= ABOUT THIS TASK =
Scan the data below. Pull out each line where "JSON" occurs.

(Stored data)
■ ■ ■

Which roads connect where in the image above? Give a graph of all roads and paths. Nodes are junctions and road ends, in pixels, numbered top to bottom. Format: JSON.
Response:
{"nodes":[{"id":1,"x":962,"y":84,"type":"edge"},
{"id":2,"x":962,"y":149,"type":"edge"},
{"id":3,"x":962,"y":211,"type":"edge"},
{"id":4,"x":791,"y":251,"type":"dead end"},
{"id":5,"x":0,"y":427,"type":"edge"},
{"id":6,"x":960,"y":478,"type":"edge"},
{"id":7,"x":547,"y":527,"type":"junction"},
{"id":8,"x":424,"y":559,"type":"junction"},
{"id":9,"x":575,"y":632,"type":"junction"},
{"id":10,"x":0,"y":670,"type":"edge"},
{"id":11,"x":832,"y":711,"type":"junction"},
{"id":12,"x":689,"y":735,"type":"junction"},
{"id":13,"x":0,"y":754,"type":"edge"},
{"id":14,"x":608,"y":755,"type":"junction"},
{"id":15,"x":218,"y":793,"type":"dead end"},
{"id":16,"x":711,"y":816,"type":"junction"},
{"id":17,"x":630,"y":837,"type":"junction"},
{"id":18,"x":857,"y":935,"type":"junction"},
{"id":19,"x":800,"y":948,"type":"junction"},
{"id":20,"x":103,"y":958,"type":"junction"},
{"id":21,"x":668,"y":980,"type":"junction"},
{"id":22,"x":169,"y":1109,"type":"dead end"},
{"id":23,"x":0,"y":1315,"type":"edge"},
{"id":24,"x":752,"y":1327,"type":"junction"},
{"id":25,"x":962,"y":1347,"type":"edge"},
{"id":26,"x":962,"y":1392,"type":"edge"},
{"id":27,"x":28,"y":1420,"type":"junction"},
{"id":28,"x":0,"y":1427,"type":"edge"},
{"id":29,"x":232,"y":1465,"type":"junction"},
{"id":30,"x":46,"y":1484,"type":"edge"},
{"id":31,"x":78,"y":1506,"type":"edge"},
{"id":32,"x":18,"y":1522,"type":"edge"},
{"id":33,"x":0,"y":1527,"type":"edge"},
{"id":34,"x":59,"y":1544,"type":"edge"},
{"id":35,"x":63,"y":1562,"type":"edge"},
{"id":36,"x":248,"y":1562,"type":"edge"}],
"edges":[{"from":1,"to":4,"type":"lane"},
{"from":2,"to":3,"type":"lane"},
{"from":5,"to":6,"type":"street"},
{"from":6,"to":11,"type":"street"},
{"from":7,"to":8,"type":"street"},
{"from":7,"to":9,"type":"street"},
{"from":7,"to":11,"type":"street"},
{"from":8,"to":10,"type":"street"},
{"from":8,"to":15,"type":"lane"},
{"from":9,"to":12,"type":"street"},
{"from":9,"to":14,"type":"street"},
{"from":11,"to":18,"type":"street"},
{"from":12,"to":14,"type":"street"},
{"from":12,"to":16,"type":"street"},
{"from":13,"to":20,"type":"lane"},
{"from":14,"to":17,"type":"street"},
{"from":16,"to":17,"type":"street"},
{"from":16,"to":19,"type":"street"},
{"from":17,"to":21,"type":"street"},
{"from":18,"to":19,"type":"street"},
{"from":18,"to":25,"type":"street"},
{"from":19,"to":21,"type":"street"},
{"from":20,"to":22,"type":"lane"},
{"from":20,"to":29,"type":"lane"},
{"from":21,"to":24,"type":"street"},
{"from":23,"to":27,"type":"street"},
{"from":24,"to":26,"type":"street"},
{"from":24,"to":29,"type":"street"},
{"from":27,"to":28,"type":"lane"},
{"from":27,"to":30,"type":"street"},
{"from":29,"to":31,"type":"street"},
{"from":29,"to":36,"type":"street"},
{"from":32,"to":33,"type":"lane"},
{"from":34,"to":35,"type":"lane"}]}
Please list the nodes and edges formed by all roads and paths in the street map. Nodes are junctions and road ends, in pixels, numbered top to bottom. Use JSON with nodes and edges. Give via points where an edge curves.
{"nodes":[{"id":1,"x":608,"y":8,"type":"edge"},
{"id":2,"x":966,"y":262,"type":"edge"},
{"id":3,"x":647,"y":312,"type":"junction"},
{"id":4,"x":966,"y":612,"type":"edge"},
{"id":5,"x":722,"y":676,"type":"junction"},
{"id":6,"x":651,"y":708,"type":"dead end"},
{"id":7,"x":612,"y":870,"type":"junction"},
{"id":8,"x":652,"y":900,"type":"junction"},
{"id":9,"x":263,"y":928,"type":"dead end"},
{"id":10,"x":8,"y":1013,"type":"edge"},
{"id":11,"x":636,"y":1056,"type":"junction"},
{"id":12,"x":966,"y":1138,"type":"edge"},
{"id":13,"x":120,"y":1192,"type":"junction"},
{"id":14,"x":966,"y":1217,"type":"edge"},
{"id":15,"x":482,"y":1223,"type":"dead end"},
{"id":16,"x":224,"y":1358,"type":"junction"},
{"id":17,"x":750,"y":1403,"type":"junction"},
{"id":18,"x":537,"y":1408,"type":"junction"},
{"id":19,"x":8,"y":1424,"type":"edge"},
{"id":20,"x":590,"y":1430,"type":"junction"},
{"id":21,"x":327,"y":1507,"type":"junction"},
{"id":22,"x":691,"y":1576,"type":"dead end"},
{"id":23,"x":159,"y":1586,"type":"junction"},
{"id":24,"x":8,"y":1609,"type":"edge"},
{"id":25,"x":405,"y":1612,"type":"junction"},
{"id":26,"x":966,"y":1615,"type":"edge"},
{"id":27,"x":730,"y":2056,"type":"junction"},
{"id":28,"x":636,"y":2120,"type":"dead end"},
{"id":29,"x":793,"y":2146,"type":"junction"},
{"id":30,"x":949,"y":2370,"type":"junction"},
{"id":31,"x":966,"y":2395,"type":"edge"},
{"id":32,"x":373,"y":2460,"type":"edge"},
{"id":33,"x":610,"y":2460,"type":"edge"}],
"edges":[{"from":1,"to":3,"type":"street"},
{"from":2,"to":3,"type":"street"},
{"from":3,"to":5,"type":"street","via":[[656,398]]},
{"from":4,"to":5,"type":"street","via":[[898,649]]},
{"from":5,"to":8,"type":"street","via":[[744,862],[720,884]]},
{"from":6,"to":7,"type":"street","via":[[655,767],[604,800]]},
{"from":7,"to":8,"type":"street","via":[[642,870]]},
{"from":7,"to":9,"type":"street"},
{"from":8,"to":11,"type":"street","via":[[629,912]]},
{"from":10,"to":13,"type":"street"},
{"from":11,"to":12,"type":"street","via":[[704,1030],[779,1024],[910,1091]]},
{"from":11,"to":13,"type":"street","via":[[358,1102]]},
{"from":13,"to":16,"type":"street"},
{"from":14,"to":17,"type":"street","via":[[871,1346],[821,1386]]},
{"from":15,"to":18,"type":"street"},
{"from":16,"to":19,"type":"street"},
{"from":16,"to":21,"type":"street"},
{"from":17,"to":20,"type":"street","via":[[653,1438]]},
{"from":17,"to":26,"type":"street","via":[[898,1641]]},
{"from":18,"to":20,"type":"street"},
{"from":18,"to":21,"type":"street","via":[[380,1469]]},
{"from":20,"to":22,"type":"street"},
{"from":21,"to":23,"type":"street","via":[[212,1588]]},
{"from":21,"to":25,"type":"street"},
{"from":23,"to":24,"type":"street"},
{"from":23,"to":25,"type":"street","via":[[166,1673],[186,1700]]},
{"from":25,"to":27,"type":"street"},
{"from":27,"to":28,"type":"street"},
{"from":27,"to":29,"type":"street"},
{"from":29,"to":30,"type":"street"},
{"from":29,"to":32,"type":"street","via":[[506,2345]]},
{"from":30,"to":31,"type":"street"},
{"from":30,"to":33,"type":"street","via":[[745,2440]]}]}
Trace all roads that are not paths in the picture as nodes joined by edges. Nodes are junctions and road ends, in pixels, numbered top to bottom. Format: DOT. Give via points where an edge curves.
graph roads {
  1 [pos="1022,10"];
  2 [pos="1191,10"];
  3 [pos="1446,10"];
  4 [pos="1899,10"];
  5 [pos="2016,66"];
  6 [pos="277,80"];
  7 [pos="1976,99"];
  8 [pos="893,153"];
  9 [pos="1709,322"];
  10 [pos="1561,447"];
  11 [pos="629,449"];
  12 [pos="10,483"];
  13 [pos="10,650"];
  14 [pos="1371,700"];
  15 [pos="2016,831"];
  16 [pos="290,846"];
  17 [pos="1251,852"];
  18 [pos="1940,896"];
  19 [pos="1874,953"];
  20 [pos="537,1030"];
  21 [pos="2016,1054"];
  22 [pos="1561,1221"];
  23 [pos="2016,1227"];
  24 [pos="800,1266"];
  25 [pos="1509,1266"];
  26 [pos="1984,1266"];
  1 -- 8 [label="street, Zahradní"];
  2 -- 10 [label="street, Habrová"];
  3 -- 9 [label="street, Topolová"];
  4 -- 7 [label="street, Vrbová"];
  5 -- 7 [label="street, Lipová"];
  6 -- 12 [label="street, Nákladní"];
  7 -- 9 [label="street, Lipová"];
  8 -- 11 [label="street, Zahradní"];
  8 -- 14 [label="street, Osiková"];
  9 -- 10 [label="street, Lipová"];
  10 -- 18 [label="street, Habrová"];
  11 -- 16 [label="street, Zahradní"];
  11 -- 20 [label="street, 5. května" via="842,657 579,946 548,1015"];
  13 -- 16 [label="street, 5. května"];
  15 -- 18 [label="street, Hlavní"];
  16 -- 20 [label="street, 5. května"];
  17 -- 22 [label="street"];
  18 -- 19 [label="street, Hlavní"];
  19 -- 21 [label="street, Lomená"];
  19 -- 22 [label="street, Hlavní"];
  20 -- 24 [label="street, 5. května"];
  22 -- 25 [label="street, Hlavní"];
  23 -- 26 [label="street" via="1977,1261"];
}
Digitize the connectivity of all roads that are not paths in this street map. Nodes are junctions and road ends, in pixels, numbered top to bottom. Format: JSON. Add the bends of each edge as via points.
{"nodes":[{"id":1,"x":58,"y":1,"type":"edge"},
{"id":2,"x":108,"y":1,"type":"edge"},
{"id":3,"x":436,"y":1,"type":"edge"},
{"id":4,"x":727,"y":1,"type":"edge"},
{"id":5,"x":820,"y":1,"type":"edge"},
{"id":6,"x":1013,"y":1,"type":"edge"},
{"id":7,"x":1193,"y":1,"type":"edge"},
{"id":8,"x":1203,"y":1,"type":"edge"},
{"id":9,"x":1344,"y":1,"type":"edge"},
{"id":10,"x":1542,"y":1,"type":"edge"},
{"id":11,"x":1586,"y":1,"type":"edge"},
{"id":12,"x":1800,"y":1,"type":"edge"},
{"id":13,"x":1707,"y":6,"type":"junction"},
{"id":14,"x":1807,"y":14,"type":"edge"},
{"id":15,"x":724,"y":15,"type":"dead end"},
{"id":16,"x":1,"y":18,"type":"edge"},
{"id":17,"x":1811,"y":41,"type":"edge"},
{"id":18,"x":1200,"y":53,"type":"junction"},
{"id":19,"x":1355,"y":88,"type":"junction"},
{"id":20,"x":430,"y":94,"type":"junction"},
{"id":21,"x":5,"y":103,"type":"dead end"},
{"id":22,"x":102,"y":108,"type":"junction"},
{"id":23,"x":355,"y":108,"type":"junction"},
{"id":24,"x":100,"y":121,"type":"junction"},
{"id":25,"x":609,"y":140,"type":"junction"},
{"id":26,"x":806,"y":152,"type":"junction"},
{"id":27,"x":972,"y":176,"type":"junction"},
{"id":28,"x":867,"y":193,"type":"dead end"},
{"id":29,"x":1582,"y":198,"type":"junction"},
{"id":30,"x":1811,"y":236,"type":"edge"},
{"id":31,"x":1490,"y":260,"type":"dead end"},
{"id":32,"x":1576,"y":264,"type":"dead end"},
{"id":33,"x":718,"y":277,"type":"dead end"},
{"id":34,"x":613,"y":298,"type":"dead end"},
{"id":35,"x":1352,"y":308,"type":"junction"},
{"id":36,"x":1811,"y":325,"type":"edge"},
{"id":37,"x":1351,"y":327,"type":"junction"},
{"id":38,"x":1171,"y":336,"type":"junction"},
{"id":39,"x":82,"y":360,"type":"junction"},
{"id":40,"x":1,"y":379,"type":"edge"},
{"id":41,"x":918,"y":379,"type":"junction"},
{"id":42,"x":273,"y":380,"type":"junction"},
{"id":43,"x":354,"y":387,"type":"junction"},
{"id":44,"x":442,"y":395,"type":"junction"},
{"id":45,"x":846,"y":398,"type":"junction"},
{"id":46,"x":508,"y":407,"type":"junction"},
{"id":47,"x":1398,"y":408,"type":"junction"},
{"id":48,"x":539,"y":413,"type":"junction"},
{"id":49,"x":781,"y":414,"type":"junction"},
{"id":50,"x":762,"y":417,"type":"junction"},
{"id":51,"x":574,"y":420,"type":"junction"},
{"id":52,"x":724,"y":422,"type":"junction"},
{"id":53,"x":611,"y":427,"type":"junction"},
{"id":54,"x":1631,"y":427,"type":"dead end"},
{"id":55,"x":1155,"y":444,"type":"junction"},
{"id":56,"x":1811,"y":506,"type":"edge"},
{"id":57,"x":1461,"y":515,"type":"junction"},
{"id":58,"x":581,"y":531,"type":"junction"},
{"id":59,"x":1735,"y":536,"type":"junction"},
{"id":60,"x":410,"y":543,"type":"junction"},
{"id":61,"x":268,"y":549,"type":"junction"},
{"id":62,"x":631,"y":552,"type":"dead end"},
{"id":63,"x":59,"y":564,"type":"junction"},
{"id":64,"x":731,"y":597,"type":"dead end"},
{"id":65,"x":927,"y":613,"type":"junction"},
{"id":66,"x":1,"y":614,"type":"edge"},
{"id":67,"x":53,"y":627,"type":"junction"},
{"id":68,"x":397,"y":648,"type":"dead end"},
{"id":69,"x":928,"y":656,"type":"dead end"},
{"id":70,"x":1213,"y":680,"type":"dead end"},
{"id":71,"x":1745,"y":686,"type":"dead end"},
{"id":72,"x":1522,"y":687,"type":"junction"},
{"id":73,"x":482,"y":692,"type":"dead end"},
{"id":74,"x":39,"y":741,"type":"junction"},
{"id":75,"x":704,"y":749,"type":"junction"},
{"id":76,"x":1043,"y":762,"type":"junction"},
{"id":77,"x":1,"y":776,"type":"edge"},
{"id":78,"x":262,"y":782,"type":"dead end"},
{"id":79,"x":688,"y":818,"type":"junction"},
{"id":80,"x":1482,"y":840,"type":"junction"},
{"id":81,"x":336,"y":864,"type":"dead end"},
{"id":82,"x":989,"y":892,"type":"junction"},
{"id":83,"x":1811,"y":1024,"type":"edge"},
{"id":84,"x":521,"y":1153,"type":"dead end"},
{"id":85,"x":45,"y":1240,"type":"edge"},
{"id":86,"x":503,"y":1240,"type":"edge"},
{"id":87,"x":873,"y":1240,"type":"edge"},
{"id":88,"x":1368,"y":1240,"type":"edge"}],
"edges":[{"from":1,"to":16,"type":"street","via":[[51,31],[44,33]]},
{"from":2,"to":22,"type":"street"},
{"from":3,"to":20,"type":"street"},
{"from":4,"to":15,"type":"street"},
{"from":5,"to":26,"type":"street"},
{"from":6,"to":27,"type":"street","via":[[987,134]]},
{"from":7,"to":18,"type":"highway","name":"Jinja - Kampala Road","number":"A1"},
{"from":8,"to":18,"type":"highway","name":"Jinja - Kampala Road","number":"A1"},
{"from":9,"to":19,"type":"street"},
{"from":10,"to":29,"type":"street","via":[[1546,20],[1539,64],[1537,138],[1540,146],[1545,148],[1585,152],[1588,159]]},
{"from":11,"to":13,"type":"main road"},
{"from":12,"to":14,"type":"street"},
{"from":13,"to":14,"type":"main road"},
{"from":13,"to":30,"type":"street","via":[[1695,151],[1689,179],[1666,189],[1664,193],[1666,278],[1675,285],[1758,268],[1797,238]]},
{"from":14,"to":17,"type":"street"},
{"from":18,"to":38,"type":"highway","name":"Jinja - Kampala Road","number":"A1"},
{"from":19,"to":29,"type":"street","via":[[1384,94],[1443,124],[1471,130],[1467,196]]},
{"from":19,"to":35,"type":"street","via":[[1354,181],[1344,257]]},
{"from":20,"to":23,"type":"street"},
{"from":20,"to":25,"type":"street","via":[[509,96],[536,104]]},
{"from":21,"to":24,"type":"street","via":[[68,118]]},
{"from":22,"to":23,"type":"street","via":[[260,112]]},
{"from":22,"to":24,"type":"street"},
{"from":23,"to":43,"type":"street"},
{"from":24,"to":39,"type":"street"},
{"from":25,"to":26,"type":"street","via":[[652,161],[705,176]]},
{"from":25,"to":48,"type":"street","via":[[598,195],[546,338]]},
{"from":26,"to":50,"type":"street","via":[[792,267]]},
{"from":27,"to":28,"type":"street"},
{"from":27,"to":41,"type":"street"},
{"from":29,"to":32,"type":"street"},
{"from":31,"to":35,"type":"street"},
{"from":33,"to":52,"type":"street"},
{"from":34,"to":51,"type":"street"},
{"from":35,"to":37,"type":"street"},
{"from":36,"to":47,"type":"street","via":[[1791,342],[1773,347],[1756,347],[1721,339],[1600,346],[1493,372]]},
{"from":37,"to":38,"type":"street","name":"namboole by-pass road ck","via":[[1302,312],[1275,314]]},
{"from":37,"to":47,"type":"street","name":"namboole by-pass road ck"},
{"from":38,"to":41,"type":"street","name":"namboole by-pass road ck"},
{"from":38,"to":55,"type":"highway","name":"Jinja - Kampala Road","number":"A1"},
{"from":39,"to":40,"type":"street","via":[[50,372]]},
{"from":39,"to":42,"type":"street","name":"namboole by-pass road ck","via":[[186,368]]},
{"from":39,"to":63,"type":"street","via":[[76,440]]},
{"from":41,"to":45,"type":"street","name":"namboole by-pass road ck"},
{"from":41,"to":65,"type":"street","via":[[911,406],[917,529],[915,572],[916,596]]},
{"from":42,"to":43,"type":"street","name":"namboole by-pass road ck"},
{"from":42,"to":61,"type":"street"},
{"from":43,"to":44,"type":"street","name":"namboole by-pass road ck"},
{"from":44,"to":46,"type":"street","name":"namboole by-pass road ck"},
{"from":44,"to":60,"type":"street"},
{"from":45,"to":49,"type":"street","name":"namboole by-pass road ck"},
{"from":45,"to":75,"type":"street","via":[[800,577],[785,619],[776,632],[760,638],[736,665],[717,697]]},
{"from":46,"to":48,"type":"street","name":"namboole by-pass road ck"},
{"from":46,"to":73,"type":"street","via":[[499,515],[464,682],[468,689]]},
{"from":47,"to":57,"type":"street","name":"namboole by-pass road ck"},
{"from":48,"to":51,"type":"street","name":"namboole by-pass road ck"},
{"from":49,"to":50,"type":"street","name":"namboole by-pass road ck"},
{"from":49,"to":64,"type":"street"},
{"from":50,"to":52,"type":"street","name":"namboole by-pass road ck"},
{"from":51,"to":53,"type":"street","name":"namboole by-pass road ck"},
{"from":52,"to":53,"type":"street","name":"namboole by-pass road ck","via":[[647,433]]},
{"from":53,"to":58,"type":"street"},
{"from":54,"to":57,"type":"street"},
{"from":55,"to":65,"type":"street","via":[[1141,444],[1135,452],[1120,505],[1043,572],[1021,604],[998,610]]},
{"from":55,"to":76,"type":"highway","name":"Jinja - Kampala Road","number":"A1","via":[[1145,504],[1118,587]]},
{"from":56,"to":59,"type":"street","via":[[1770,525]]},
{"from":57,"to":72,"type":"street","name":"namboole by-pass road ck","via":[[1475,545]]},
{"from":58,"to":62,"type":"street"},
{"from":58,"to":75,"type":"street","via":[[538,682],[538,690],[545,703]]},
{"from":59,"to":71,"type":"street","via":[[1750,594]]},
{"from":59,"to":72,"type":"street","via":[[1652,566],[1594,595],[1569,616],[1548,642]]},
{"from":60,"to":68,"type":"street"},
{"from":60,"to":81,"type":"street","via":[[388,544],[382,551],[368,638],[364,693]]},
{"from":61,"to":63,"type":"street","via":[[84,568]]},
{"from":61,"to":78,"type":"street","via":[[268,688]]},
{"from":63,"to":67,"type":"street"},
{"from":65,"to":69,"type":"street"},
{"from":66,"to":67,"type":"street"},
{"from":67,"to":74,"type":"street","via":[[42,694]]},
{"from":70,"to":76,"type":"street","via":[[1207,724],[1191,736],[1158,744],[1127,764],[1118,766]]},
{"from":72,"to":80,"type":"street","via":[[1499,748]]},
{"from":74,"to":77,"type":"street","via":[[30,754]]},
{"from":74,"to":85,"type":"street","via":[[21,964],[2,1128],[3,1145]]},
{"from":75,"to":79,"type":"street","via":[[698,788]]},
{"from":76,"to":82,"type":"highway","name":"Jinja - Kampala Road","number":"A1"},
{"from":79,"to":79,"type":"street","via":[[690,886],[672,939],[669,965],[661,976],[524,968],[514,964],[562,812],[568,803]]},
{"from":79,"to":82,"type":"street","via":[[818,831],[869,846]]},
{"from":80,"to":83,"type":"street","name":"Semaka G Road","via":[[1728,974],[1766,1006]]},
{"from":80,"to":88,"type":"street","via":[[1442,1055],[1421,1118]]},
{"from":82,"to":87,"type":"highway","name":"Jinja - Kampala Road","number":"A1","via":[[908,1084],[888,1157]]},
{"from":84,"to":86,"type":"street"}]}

■ ■ ■

= ANSWER SPACE =
Which roads connect where in the image above? Give a graph of all roads and paths. Nodes are junctions and road ends, in pixels, numbered top to bottom. Format: JSON.
Please list the nodes and edges formed by all roads and paths in the street map. Nodes are junctions and road ends, in pixels, numbered top to bottom. Use JSON with nodes and edges. Give via points where an edge curves.
Digitize the connectivity of all roads that are not paths in this street map. Nodes are junctions and road ends, in pixels, numbered top to bottom. Format: JSON. Add the bends of each edge as via points.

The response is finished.